-- What to work on --
After dropping the pictures, give again exactly the lines of the data from its first line through the line with "static void draw_shadow(cairo_t", which is included as well.

-- Supplied entries --
-----

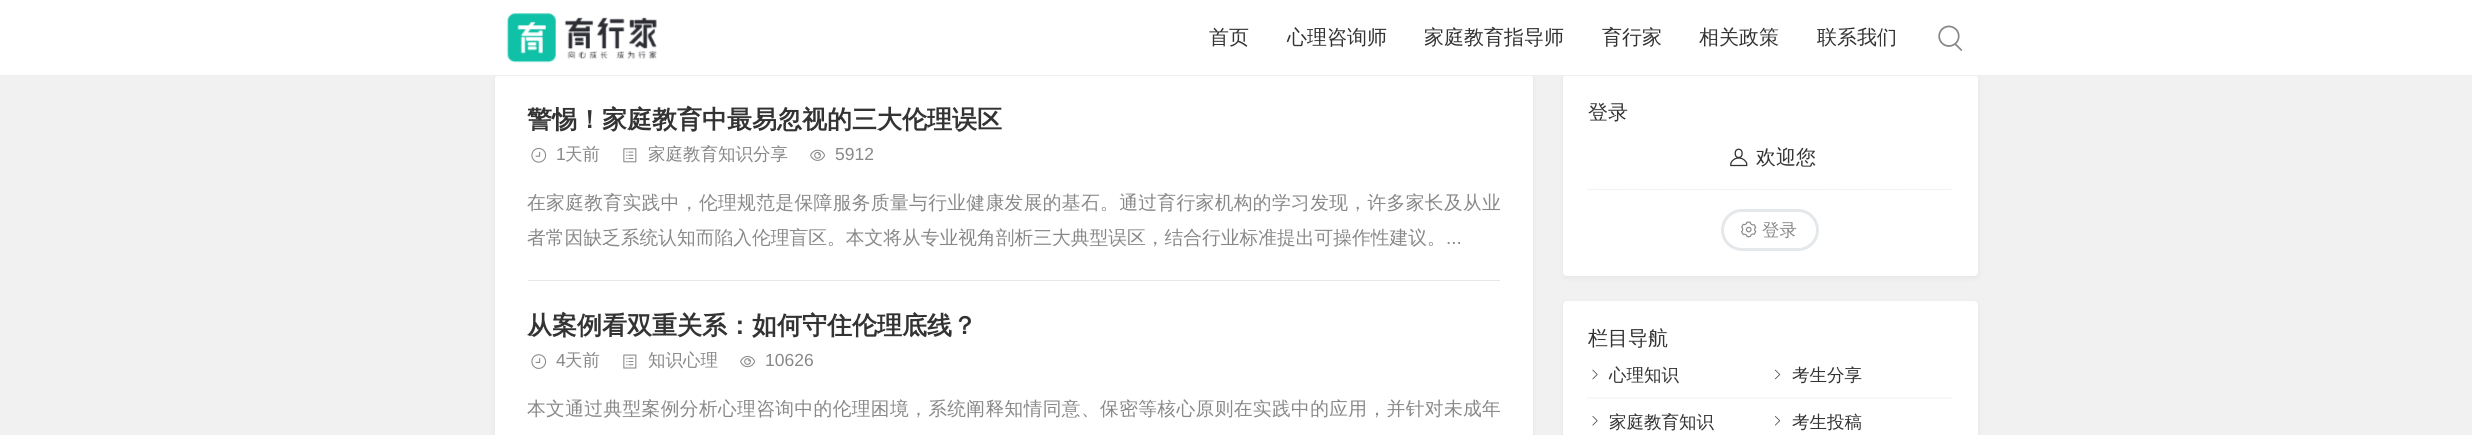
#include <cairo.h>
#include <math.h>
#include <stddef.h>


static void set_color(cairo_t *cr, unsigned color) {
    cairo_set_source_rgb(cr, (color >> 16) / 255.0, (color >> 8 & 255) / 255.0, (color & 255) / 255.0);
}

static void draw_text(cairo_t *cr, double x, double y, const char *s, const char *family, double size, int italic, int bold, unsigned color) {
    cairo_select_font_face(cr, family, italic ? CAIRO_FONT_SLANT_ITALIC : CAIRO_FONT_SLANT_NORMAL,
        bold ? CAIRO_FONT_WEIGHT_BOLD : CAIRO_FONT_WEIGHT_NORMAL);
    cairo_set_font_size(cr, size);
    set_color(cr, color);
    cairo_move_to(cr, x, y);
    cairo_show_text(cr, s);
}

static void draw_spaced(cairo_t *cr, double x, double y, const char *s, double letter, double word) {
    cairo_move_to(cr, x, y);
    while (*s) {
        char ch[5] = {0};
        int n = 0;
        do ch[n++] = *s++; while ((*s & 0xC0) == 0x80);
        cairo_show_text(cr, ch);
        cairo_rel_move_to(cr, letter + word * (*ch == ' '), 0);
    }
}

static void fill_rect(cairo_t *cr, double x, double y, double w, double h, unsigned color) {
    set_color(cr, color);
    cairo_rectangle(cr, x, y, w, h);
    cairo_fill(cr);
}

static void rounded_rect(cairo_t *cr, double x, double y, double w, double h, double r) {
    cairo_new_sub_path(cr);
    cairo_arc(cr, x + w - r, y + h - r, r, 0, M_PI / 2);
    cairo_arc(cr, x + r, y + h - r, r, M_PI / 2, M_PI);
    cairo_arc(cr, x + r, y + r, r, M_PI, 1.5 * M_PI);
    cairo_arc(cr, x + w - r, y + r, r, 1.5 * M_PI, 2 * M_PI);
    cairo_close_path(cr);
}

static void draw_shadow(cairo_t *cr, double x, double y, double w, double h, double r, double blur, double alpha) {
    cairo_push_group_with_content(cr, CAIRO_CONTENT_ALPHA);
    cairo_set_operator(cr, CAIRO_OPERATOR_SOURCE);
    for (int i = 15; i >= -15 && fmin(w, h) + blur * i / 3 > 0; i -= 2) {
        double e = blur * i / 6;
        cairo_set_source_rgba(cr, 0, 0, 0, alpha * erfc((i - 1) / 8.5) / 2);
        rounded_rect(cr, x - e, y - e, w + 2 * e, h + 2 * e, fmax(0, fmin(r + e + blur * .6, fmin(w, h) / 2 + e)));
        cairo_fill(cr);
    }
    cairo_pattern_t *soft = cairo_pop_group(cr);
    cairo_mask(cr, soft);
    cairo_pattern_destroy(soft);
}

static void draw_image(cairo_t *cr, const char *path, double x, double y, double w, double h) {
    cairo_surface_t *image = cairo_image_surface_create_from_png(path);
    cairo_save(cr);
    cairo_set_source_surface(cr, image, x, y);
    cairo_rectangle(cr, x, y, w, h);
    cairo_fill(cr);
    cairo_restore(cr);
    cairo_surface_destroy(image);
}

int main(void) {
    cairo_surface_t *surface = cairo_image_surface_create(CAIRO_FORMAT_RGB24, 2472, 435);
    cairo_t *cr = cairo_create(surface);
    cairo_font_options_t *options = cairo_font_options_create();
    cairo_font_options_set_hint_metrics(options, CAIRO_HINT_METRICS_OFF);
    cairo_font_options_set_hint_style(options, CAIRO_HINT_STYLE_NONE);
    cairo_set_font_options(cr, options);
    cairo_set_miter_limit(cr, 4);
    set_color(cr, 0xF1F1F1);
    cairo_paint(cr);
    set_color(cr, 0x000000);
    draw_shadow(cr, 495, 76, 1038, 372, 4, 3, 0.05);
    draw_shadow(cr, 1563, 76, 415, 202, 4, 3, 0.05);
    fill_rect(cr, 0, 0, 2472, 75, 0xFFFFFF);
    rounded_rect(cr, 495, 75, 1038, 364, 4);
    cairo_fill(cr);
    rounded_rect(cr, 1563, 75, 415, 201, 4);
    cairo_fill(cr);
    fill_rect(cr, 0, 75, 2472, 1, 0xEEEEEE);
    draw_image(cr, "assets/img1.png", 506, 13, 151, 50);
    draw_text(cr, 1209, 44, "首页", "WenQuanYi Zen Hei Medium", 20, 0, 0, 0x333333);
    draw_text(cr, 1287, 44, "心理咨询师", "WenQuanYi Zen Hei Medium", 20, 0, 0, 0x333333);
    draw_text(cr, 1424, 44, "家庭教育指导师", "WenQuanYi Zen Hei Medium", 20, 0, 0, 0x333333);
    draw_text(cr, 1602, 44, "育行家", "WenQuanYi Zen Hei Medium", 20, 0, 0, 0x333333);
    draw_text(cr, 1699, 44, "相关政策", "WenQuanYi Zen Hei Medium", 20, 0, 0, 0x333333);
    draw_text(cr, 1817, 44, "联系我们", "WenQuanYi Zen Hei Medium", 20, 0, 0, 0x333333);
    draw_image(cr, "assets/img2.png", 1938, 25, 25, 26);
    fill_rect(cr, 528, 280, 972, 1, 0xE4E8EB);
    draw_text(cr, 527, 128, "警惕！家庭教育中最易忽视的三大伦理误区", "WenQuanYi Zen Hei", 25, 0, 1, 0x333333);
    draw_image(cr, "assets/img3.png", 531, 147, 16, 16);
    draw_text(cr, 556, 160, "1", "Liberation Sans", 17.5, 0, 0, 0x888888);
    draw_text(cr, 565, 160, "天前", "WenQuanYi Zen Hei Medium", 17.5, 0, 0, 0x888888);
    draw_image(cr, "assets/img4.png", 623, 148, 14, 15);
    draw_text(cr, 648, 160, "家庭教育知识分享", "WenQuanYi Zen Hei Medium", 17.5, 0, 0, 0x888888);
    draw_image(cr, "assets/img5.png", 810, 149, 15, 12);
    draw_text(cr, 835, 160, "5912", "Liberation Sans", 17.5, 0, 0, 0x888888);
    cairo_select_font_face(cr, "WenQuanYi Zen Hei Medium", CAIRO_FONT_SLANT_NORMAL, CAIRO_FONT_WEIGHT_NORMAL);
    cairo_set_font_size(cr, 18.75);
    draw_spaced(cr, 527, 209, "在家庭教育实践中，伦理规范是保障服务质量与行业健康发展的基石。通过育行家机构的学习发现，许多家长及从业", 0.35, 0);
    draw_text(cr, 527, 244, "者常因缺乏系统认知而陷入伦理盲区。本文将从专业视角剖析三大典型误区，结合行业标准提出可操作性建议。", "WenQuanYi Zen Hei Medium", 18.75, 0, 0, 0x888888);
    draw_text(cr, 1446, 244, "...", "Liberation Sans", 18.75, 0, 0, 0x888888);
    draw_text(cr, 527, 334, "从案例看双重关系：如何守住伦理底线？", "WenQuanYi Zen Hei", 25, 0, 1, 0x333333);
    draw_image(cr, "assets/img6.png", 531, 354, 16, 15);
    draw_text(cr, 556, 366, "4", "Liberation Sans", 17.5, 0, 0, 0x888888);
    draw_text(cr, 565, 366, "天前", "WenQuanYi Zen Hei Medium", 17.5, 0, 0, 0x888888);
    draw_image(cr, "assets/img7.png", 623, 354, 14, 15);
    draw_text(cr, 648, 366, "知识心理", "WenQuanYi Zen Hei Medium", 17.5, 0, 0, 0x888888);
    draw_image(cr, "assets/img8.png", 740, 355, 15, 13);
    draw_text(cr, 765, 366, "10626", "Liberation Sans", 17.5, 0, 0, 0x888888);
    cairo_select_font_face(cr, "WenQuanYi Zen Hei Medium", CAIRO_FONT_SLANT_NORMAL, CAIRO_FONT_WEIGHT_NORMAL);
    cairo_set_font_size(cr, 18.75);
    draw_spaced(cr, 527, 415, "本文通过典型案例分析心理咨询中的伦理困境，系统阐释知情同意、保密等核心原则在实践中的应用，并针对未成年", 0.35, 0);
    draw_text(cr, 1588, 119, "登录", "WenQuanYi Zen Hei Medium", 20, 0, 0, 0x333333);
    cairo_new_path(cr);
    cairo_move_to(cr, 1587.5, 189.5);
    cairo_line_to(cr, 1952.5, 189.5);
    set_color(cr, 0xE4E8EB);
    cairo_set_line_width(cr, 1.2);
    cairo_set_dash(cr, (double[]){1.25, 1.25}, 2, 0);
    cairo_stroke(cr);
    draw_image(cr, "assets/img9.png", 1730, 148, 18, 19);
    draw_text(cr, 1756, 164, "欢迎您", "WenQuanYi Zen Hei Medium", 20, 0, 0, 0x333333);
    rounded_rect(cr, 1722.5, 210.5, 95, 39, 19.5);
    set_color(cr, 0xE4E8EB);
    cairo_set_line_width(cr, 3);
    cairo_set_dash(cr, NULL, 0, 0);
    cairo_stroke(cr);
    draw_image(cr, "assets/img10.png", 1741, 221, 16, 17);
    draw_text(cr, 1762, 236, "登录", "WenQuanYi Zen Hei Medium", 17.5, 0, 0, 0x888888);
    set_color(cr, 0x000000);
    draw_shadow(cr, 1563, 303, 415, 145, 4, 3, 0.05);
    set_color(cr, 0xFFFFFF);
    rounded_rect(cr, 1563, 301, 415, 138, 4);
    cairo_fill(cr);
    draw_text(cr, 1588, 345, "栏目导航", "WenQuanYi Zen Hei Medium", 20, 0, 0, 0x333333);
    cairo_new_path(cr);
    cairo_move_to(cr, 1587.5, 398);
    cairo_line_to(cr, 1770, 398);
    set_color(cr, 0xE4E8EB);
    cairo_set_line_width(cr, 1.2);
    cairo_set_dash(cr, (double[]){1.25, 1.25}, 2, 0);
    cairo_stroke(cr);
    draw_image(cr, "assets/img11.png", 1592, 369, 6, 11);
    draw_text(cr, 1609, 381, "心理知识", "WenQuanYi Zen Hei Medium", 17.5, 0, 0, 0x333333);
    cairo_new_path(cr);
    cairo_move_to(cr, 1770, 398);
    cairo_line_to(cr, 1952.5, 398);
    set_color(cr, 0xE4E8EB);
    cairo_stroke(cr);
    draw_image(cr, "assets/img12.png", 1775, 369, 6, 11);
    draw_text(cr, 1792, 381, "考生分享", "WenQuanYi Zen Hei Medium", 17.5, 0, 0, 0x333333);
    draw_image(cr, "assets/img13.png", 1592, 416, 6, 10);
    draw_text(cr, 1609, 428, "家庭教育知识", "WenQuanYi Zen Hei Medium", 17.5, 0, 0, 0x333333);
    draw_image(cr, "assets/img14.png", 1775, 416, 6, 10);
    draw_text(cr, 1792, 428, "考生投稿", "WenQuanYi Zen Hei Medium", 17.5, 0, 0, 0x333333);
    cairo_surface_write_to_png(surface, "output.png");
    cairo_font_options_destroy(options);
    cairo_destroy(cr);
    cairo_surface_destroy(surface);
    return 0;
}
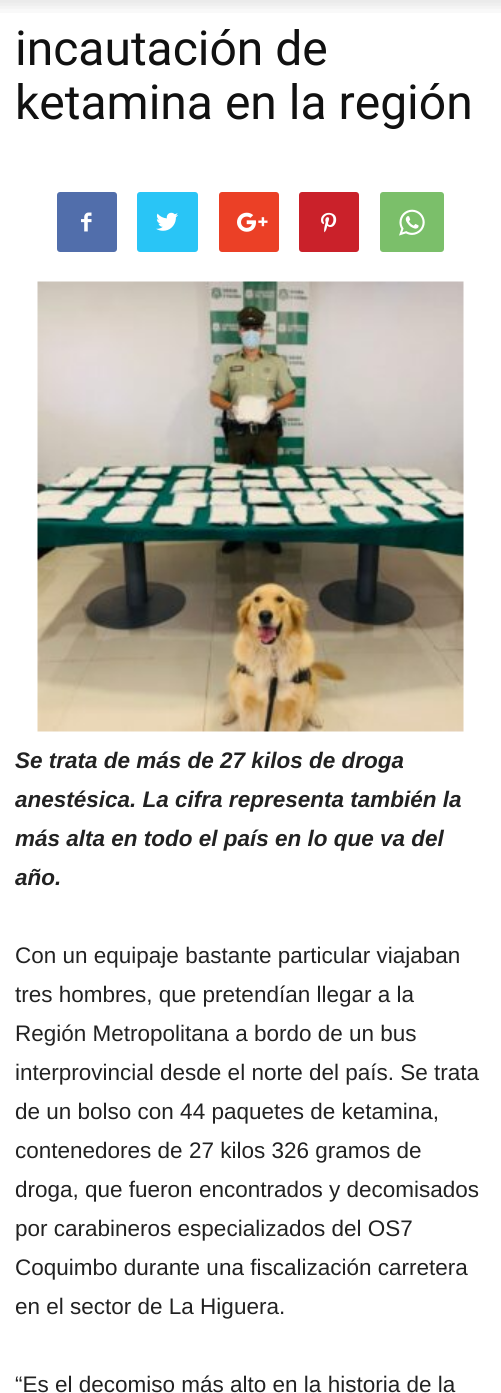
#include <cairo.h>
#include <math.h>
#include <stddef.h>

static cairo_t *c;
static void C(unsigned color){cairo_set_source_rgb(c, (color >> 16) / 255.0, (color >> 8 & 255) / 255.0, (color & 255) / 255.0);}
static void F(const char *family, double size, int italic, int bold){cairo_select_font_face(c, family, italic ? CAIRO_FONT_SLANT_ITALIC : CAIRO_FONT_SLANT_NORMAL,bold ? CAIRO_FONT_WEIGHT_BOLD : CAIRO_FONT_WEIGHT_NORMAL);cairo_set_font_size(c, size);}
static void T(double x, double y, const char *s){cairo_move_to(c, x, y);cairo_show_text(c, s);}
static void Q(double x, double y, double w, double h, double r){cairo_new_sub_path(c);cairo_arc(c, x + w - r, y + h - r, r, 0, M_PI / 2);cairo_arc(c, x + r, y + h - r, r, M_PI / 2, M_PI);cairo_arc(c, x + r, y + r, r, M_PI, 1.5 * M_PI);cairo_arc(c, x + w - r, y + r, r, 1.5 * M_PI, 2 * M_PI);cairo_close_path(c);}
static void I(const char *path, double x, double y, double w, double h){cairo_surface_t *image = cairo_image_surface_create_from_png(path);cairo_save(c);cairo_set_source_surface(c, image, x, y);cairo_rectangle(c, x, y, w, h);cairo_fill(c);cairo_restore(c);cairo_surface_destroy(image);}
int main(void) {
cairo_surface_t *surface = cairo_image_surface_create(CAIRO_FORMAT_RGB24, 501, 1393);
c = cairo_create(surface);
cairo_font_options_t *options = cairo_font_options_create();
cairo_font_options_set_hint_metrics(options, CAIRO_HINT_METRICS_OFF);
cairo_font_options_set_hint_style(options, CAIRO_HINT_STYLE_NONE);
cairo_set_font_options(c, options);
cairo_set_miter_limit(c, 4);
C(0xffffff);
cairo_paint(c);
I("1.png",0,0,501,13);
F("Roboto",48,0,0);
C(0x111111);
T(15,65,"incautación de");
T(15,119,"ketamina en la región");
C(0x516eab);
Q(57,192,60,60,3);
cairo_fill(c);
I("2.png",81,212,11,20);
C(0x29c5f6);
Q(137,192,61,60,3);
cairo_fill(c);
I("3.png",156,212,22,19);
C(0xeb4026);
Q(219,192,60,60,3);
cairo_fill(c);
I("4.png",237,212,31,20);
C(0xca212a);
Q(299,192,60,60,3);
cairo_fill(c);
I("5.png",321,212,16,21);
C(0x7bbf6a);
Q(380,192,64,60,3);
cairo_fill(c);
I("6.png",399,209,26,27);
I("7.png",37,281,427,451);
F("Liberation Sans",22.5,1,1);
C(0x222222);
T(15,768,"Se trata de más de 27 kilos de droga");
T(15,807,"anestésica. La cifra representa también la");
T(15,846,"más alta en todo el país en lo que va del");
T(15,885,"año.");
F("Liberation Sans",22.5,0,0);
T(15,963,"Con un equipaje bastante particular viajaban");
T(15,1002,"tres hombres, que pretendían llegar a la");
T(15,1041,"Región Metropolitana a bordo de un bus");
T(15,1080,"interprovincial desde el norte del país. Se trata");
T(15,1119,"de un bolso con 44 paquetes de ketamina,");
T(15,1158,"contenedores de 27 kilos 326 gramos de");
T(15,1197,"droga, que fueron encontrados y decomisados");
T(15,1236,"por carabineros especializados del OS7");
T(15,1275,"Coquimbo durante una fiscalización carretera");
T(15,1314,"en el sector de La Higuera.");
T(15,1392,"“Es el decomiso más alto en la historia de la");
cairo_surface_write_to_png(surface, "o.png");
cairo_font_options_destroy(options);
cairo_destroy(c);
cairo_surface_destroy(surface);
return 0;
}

-----

-- Response to this exercise --
#include <cairo.h>
#include <math.h>
#include <stddef.h>


static void set_color(cairo_t *cr, unsigned color) {
    cairo_set_source_rgb(cr, (color >> 16) / 255.0, (color >> 8 & 255) / 255.0, (color & 255) / 255.0);
}

static void draw_text(cairo_t *cr, double x, double y, const char *s, const char *family, double size, int italic, int bold, unsigned color) {
    cairo_select_font_face(cr, family, italic ? CAIRO_FONT_SLANT_ITALIC : CAIRO_FONT_SLANT_NORMAL,
        bold ? CAIRO_FONT_WEIGHT_BOLD : CAIRO_FONT_WEIGHT_NORMAL);
    cairo_set_font_size(cr, size);
    set_color(cr, color);
    cairo_move_to(cr, x, y);
    cairo_show_text(cr, s);
}

static void draw_spaced(cairo_t *cr, double x, double y, const char *s, double letter, double word) {
    cairo_move_to(cr, x, y);
    while (*s) {
        char ch[5] = {0};
        int n = 0;
        do ch[n++] = *s++; while ((*s & 0xC0) == 0x80);
        cairo_show_text(cr, ch);
        cairo_rel_move_to(cr, letter + word * (*ch == ' '), 0);
    }
}

static void fill_rect(cairo_t *cr, double x, double y, double w, double h, unsigned color) {
    set_color(cr, color);
    cairo_rectangle(cr, x, y, w, h);
    cairo_fill(cr);
}

static void rounded_rect(cairo_t *cr, double x, double y, double w, double h, double r) {
    cairo_new_sub_path(cr);
    cairo_arc(cr, x + w - r, y + h - r, r, 0, M_PI / 2);
    cairo_arc(cr, x + r, y + h - r, r, M_PI / 2, M_PI);
    cairo_arc(cr, x + r, y + r, r, M_PI, 1.5 * M_PI);
    cairo_arc(cr, x + w - r, y + r, r, 1.5 * M_PI, 2 * M_PI);
    cairo_close_path(cr);
}

static void draw_shadow(cairo_t *cr, double x, double y, double w, double h, double r, double blur, double alpha) {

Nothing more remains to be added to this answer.